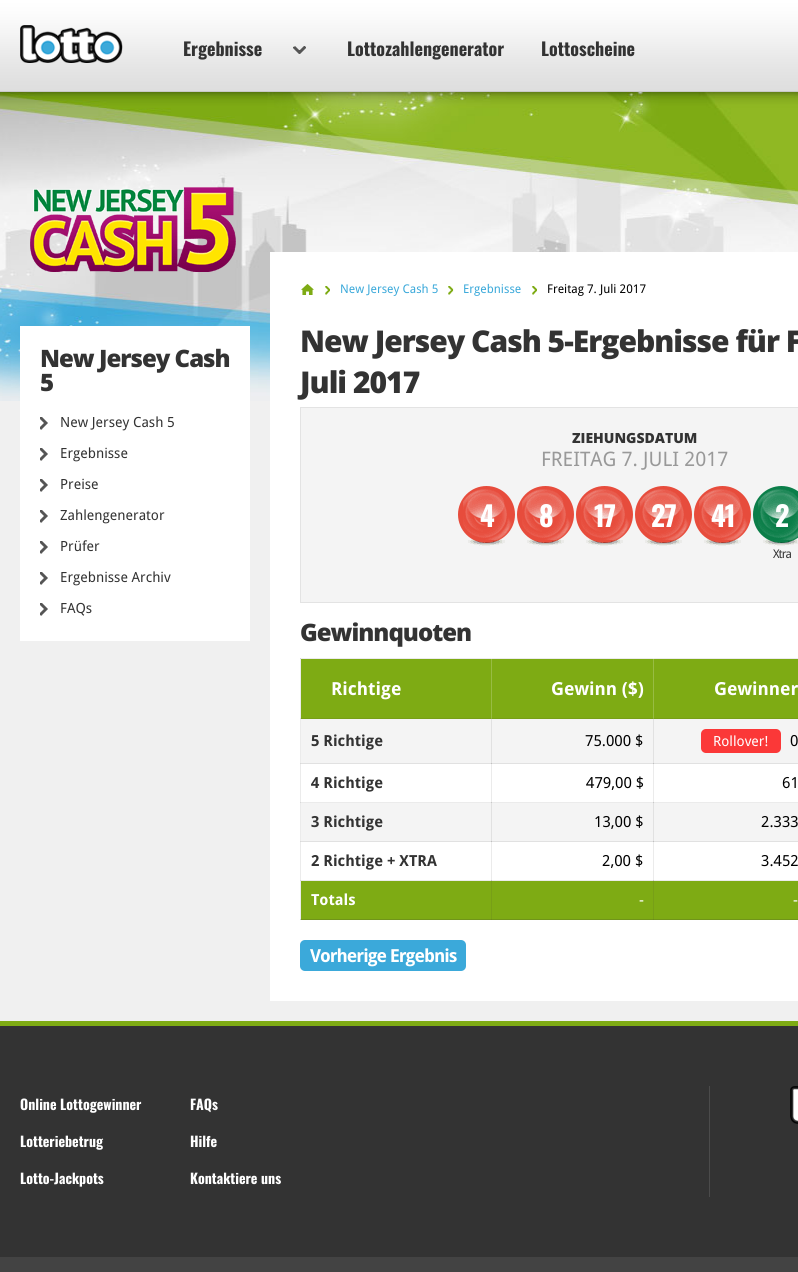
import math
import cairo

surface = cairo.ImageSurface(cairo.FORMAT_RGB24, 798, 1272)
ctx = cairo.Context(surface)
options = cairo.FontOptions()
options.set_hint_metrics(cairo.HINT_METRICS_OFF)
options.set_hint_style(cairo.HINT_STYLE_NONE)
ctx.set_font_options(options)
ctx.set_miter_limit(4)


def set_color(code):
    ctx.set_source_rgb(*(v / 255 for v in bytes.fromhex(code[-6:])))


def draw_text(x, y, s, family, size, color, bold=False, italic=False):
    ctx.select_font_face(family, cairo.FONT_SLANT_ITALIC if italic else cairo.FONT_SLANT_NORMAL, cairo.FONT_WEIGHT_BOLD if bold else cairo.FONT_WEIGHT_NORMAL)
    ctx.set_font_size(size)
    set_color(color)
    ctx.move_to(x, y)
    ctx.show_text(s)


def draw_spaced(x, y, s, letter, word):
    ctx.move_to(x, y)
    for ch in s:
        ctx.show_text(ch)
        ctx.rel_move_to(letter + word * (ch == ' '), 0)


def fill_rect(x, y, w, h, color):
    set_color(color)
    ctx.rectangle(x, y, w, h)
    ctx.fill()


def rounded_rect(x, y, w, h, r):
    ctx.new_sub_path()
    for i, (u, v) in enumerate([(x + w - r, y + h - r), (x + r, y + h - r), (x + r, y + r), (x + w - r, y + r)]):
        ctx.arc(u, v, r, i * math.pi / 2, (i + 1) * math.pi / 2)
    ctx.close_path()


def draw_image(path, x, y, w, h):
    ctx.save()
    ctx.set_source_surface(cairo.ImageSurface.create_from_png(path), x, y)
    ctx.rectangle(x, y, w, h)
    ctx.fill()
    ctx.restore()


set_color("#f0f0f0")
ctx.paint()
draw_image("assets/img1.png", 0, 92, 798, 309)
draw_image("assets/img2.png", 0, 0, 798, 96)
draw_image("assets/img3.png", 20, 25, 103, 38)
draw_text(183, 56, "Ergebnisse", "Oswald", 18, "#333333", bold=True)
draw_image("assets/img4.png", 293, 46, 13, 8)
draw_text(347, 56, "Lottozahlengenerator", "Oswald", 18, "#333333", bold=True)
draw_text(541, 56, "Lottoscheine", "Oswald", 18, "#333333", bold=True)
draw_image("assets/img5.png", 30, 187, 206, 85)
fill_rect(20, 326, 230, 315, "#ffffff")
ctx.select_font_face("Open Sans ExtraBold")
ctx.set_font_size(24)
set_color("#333333")
draw_spaced(40, 367, "New Jersey Cash", -1, 0)
draw_spaced(40, 391, "5", -1, 0)
draw_image("assets/img6.png", 40, 417, 8, 13)
draw_text(60, 427, "New Jersey Cash 5", "Droid Sans", 14, "#333333")
draw_image("assets/img6.png", 40, 448, 8, 13)
draw_text(60, 458, "Ergebnisse", "Droid Sans", 14, "#333333")
draw_image("assets/img6.png", 40, 479, 8, 13)
draw_text(60, 489, "Preise", "Droid Sans", 14, "#333333")
draw_image("assets/img6.png", 40, 510, 8, 13)
draw_text(60, 520, "Zahlengenerator", "Droid Sans", 14, "#333333")
draw_image("assets/img6.png", 40, 541, 8, 13)
draw_text(60, 551, "Prüfer", "Droid Sans", 14, "#333333")
draw_image("assets/img6.png", 40, 572, 8, 13)
draw_text(60, 582, "Ergebnisse Archiv", "Droid Sans", 14, "#333333")
draw_image("assets/img6.png", 40, 603, 8, 13)
draw_text(60, 613, "FAQs", "Droid Sans", 14, "#333333")
fill_rect(270, 252, 528, 749, "#ffffff")
fill_rect(491, 763, 1, 40, "#ebebeb")
fill_rect(653, 763, 1, 40, "#ebebeb")
fill_rect(491, 841, 1, 40, "#ebebeb")
fill_rect(653, 841, 1, 40, "#ebebeb")
fill_rect(300, 802, 498, 1, "#ebebeb")
fill_rect(491, 802, 1, 1, "#c8c8c8")
fill_rect(653, 802, 1, 1, "#c8c8c8")
fill_rect(300, 880, 498, 1, "#ebebeb")
fill_rect(491, 880, 1, 1, "#c8c8c8")
fill_rect(653, 880, 1, 1, "#c8c8c8")
fill_rect(300, 658, 1, 262, "#ebebeb")
fill_rect(300, 718, 1, 1, "#d9d9d9")
fill_rect(300, 763, 1, 1, "#d9d9d9")
fill_rect(300, 802, 1, 1, "#d9d9d9")
fill_rect(300, 841, 1, 1, "#d9d9d9")
fill_rect(300, 880, 1, 1, "#d9d9d9")
fill_rect(300, 919, 1, 1, "#c8c8c8")
draw_image("assets/img7.png", 301, 284, 13, 11)
draw_image("assets/img8.png", 325, 286, 5, 9)
draw_text(340, 293, "New Jersey Cash 5", "Droid Sans", 12, "#3ba9da")
draw_image("assets/img9.png", 448, 286, 6, 9)
draw_text(463, 293, "Ergebnisse", "Droid Sans", 12, "#3ba9da")
draw_image("assets/img8.png", 532, 286, 5, 9)
draw_text(547, 293, "Freitag 7. Juli 2017", "Droid Sans", 12, "#000000")
ctx.select_font_face("Open Sans ExtraBold")
ctx.set_font_size(30)
set_color("#333333")
draw_spaced(300, 352, "New Jersey Cash 5-Ergebnisse für F", -1, 0)
draw_spaced(300, 393, "Juli 2017", -1, 0)
set_color("#f4f4f4")
ctx.rectangle(300.5, 407.5, 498, 195)
ctx.fill_preserve()
set_color("#e3e3e3")
ctx.set_line_width(1)
ctx.stroke()
draw_text(572, 443, "ZIEHUNGSDATUM", "Open Sans ExtraBold", 14, "#333333")
draw_text(541, 466, "FREITAG 7. JULI 2017", "Droid Sans", 20, "#999999")
set_color("#e74c3c")
ctx.new_path()
ctx.arc(486.5, 514.5, 28.5, 0, 2 * math.pi)
ctx.fill()
draw_image("assets/img11.png", 468, 539, 37, 7)
draw_image("assets/img10.png", 463, 489, 49, 51)
ctx.select_font_face("Oswald", cairo.FONT_SLANT_NORMAL, cairo.FONT_WEIGHT_BOLD)
ctx.set_font_size(28)
set_color("#ffffff")
draw_spaced(480, 527, "4", -1, 0)
set_color("#e74c3c")
ctx.new_path()
ctx.arc(545.5, 514.5, 28.5, 0, 2 * math.pi)
ctx.fill()
draw_image("assets/img11.png", 527, 539, 37, 7)
draw_image("assets/img10.png", 522, 489, 49, 51)
set_color("#ffffff")
draw_spaced(539, 527, "8", -1, 0)
set_color("#e74c3c")
ctx.new_path()
ctx.arc(604.5, 514.5, 28.5, 0, 2 * math.pi)
ctx.fill()
draw_image("assets/img11.png", 586, 539, 37, 7)
draw_image("assets/img10.png", 581, 489, 49, 51)
set_color("#ffffff")
draw_spaced(594, 527, "17", -1, 0)
set_color("#e74c3c")
ctx.new_path()
ctx.arc(663.5, 514.5, 28.5, 0, 2 * math.pi)
ctx.fill()
draw_image("assets/img11.png", 645, 539, 37, 7)
draw_image("assets/img10.png", 640, 489, 49, 51)
set_color("#ffffff")
draw_spaced(651, 527, "27", -1, 0)
set_color("#e74c3c")
ctx.new_path()
ctx.arc(722.5, 514.5, 28.5, 0, 2 * math.pi)
ctx.fill()
draw_image("assets/img11.png", 704, 539, 37, 7)
draw_image("assets/img10.png", 699, 489, 49, 51)
set_color("#ffffff")
draw_spaced(711, 527, "41", -1, 0)
set_color("#0b7e49")
ctx.new_path()
ctx.arc(781.5, 514.5, 28.5, 0, 2 * math.pi)
ctx.fill()
draw_image("assets/img13.png", 763, 539, 35, 7)
draw_image("assets/img12.png", 758, 489, 40, 51)
set_color("#ffffff")
draw_spaced(775, 527, "2", -1, 0)
ctx.select_font_face("Droid Sans")
ctx.set_font_size(12)
set_color("#333333")
draw_spaced(773, 558, "Xtra", -1, 0)
ctx.select_font_face("Open Sans ExtraBold")
ctx.set_font_size(24)
draw_spaced(300, 641, "Gewinnquoten", -1, 0)
fill_rect(300, 658, 498, 1, "#ebebeb")
fill_rect(491, 658, 1, 1, "#efefef")
fill_rect(653, 658, 1, 1, "#efefef")
fill_rect(300, 658, 1, 1, "#d9d9d9")
fill_rect(301, 659, 190, 59, "#7eab14")
fill_rect(491, 659, 1, 60, "#98bc43")
fill_rect(301, 718, 191, 1, "#779f17")
fill_rect(491, 718, 1, 1, "#8da948")
draw_text(331, 695, "Richtige", "Droid Sans", 18, "#ffffff", bold=True)
fill_rect(492, 659, 161, 59, "#7eab14")
fill_rect(653, 659, 1, 60, "#98bc43")
fill_rect(492, 718, 306, 1, "#779f17")
fill_rect(653, 718, 1, 1, "#8da948")
draw_text(551, 695, "Gewinn ($)", "Droid Sans", 18, "#ffffff", bold=True)
fill_rect(654, 659, 144, 59, "#7eab14")
draw_text(714, 695, "Gewinner", "Droid Sans", 18, "#ffffff", bold=True)
fill_rect(301, 719, 497, 44, "#f4f4f4")
fill_rect(491, 719, 1, 45, "#e1e1e1")
fill_rect(653, 719, 1, 45, "#e1e1e1")
fill_rect(301, 763, 497, 1, "#e1e1e1")
fill_rect(491, 763, 1, 1, "#c0c0c0")
fill_rect(653, 763, 1, 1, "#c0c0c0")
draw_text(311, 746, "5 Richtige", "Droid Sans", 15.25, "#333333", bold=True)
draw_text(585, 746, "75.000 $", "Droid Sans", 15.25, "#000000")
set_color("#fb3838")
rounded_rect(701, 729, 80, 24, 5)
ctx.fill()
draw_text(713, 746, "Rollover!", "Droid Sans", 14, "#ffffff")
draw_text(790, 746, "0", "Droid Sans", 15.25, "#000000")
draw_text(311, 788, "4 Richtige", "Droid Sans", 15.25, "#333333", bold=True)
draw_text(586, 788, "479,00 $", "Droid Sans", 15.25, "#000000")
draw_text(782, 788, "61", "Droid Sans", 15.25, "#000000")
fill_rect(301, 803, 497, 38, "#f4f4f4")
fill_rect(491, 803, 1, 39, "#e1e1e1")
fill_rect(653, 803, 1, 39, "#e1e1e1")
fill_rect(301, 841, 497, 1, "#e1e1e1")
fill_rect(491, 841, 1, 1, "#c0c0c0")
fill_rect(653, 841, 1, 1, "#c0c0c0")
draw_text(311, 827, "3 Richtige", "Droid Sans", 15.25, "#333333", bold=True)
draw_text(594, 827, "13,00 $", "Droid Sans", 15.25, "#000000")
draw_text(761, 827, "2.333", "Droid Sans", 15.25, "#000000")
draw_text(311, 866, "2 Richtige + XTRA", "Droid Sans", 15.25, "#333333", bold=True)
draw_text(602, 866, "2,00 $", "Droid Sans", 15.25, "#000000")
draw_text(761, 866, "3.452", "Droid Sans", 15.25, "#000000")
fill_rect(301, 881, 497, 38, "#7eab14")
fill_rect(491, 881, 1, 39, "#779f17")
fill_rect(653, 881, 1, 39, "#779f17")
fill_rect(301, 919, 497, 1, "#70941a")
fill_rect(491, 919, 1, 1, "#6a8a1d")
fill_rect(653, 919, 1, 1, "#6a8a1d")
draw_text(311, 905, "Totals", "Droid Sans", 15.25, "#ffffff", bold=True)
draw_text(639, 905, "-", "Droid Sans", 15.25, "#ffffff")
draw_text(793, 905, "-", "Droid Sans", 15.25, "#ffffff")
set_color("#3ba9da")
rounded_rect(300, 940, 166, 31, 5)
ctx.fill()
ctx.select_font_face("Droid Sans", cairo.FONT_SLANT_NORMAL, cairo.FONT_WEIGHT_BOLD)
ctx.set_font_size(18)
set_color("#ffffff")
draw_spaced(310, 962, "Vorherige Ergebnis", -1, 0)
fill_rect(0, 1026, 798, 231, "#333333")
fill_rect(0, 1021, 798, 5, "#7eab14")
fill_rect(709, 1086, 1, 111, "#4b4b4b")
draw_text(20, 1110, "Online Lottogewinner", "Oswald", 14, "#ffffff", bold=True)
draw_text(20, 1147, "Lotteriebetrug", "Oswald", 14, "#ffffff", bold=True)
draw_text(20, 1184, "Lotto-Jackpots", "Oswald", 14, "#ffffff", bold=True)
draw_text(190, 1110, "FAQs", "Oswald", 14, "#ffffff", bold=True)
draw_text(190, 1147, "Hilfe", "Oswald", 14, "#ffffff", bold=True)
draw_text(190, 1184, "Kontaktiere uns", "Oswald", 14, "#ffffff", bold=True)
draw_image("assets/img14.png", 790, 1086, 8, 38)
fill_rect(0, 1257, 798, 15, "#434343")
surface.write_to_png("output.png")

************

=== What you need to do ===
Using the data above, return every line that contains the string "options".

=== Written answer ===
options = cairo.FontOptions()
options.set_hint_metrics(cairo.HINT_METRICS_OFF)
options.set_hint_style(cairo.HINT_STYLE_NONE)
ctx.set_font_options(options)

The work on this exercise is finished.